WORK ORDER
Search the material below for the string "Left" and list each line that holds it.

ENTRIES SUPPLIED
________________________________________

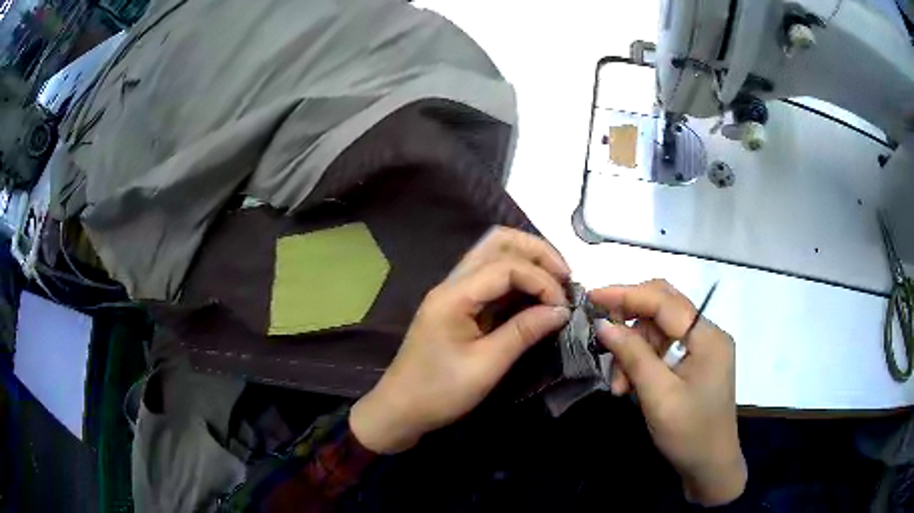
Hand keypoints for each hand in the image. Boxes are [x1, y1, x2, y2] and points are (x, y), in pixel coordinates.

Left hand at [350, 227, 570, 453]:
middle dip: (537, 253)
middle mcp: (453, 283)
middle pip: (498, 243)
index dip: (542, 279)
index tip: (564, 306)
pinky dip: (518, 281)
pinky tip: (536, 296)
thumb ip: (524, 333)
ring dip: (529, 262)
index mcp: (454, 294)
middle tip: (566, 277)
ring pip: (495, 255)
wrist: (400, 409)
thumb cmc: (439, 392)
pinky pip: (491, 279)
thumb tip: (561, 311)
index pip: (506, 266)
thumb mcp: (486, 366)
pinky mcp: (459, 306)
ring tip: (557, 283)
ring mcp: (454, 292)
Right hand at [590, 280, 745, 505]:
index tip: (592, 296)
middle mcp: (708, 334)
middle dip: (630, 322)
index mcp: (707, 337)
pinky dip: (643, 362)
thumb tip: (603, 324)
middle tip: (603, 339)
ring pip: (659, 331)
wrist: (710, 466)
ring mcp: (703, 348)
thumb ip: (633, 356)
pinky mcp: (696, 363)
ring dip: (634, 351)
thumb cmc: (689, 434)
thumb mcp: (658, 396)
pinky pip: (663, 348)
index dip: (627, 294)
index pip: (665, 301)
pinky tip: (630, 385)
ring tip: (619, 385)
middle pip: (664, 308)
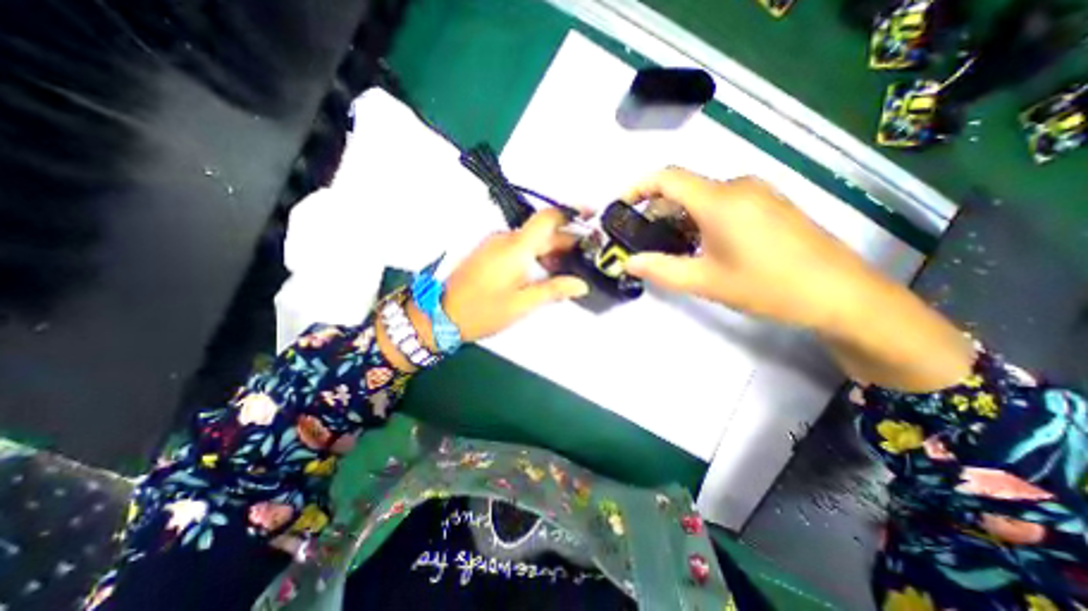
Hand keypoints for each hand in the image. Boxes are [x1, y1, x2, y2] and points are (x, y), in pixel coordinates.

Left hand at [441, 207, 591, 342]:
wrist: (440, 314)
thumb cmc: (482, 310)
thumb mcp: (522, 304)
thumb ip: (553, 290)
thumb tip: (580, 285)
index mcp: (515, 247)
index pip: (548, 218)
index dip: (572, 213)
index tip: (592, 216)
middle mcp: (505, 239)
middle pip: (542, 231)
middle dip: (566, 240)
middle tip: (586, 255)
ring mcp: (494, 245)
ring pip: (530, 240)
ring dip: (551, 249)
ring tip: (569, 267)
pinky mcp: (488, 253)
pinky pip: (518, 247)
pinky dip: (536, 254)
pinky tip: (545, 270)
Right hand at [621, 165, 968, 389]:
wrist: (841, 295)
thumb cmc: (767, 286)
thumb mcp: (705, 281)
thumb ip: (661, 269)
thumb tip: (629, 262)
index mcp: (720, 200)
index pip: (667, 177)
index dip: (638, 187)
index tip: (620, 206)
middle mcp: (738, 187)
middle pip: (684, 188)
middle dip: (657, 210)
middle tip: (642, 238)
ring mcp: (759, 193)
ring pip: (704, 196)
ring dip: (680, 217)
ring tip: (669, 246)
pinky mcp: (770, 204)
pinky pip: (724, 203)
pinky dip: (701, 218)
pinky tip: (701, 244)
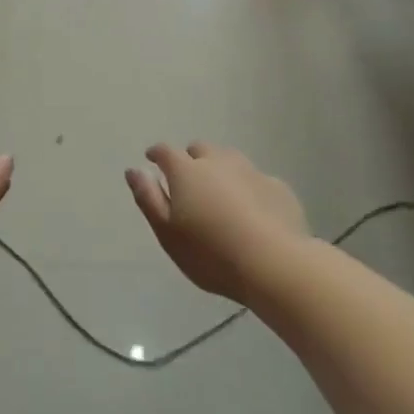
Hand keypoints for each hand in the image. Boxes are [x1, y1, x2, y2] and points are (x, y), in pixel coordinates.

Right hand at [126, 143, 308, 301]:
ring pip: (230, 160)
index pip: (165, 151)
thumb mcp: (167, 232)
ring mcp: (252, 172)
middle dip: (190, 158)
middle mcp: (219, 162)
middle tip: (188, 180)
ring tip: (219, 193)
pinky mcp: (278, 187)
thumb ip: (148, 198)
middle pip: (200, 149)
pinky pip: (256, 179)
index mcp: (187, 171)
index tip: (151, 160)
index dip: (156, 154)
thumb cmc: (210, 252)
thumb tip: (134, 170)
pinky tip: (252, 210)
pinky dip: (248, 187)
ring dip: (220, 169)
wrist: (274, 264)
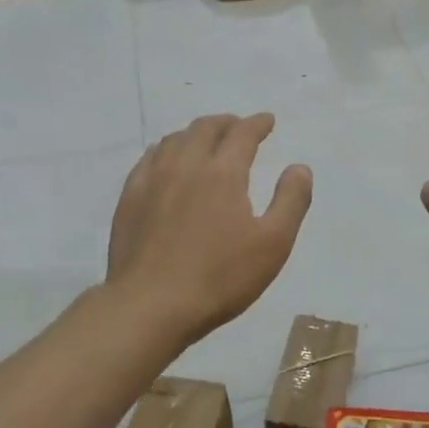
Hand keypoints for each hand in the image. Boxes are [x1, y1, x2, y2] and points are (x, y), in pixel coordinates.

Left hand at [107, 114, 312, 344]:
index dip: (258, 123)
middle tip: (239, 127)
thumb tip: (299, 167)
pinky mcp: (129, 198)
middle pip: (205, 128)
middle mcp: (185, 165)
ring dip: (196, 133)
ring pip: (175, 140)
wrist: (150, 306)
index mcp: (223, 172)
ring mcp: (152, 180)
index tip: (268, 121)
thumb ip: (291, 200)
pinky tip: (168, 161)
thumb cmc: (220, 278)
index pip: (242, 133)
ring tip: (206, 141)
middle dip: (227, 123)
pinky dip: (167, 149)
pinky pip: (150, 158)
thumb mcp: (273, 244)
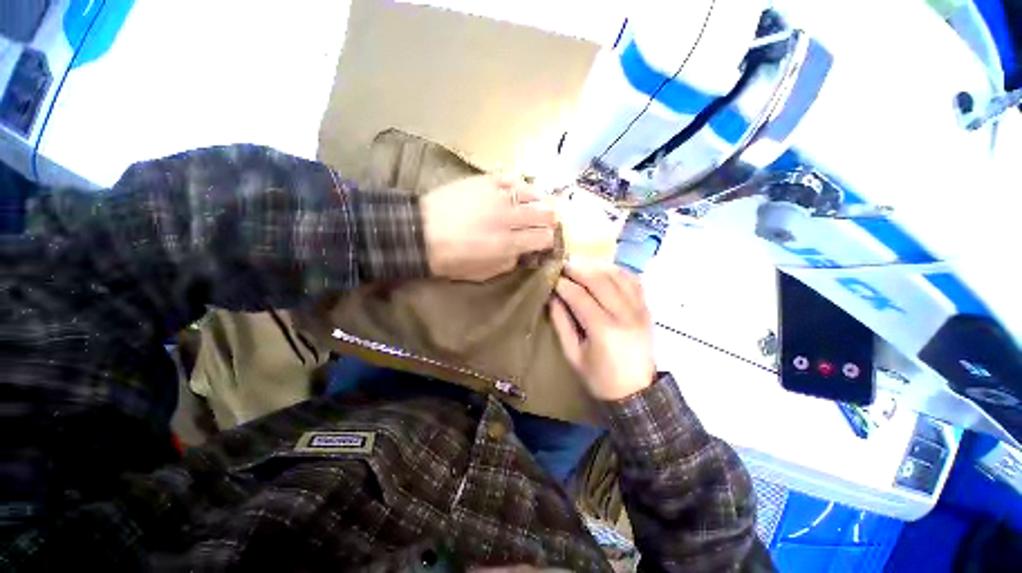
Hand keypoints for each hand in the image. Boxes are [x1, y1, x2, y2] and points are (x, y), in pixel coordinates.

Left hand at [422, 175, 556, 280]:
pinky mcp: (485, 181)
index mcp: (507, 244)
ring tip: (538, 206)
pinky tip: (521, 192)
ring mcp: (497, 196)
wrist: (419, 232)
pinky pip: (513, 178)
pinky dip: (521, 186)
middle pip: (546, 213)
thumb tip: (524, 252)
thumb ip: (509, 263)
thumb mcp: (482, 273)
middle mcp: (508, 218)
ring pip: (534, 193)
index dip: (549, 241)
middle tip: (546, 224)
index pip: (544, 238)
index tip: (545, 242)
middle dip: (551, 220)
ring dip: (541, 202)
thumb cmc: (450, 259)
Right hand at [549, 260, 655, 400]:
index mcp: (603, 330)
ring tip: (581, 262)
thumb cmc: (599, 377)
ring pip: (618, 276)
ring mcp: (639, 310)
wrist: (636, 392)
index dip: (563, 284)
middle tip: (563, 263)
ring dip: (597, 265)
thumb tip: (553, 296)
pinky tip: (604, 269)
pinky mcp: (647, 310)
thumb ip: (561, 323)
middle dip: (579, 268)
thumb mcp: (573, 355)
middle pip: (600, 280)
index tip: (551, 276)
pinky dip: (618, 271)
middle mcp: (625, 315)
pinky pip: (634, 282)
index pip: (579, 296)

________________________________________

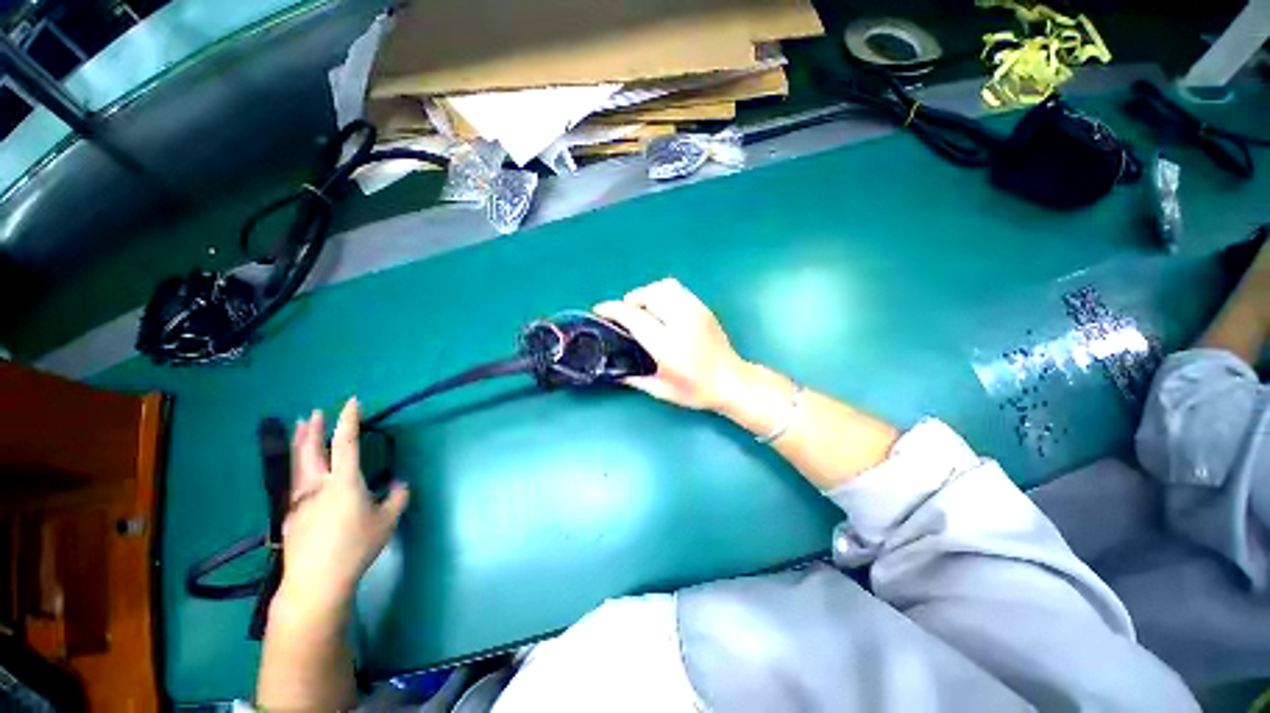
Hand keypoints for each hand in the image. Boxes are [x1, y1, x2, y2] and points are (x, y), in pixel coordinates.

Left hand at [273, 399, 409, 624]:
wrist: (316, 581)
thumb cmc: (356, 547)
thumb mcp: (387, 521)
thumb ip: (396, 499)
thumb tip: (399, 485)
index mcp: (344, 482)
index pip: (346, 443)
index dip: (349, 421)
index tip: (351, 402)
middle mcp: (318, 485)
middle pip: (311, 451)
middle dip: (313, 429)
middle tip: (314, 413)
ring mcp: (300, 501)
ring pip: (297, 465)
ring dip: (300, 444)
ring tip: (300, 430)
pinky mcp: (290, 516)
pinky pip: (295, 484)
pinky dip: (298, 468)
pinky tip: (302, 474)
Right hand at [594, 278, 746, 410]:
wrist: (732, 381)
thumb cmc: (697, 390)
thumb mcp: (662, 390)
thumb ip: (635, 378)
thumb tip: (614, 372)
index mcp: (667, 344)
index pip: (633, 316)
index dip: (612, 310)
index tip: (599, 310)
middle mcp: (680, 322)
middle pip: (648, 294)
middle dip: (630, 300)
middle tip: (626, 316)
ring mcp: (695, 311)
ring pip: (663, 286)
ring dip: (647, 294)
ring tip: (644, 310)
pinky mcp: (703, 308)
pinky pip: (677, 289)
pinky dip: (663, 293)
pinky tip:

________________________________________

RESPONSE TO THIS TASK
Left hand at [350, 227, 570, 453]:
Left hand at [441, 207, 591, 342]:
Left hand at [107, 114, 312, 344]:
Left hand at [422, 175, 556, 280]:
Left hand at [273, 399, 409, 624]:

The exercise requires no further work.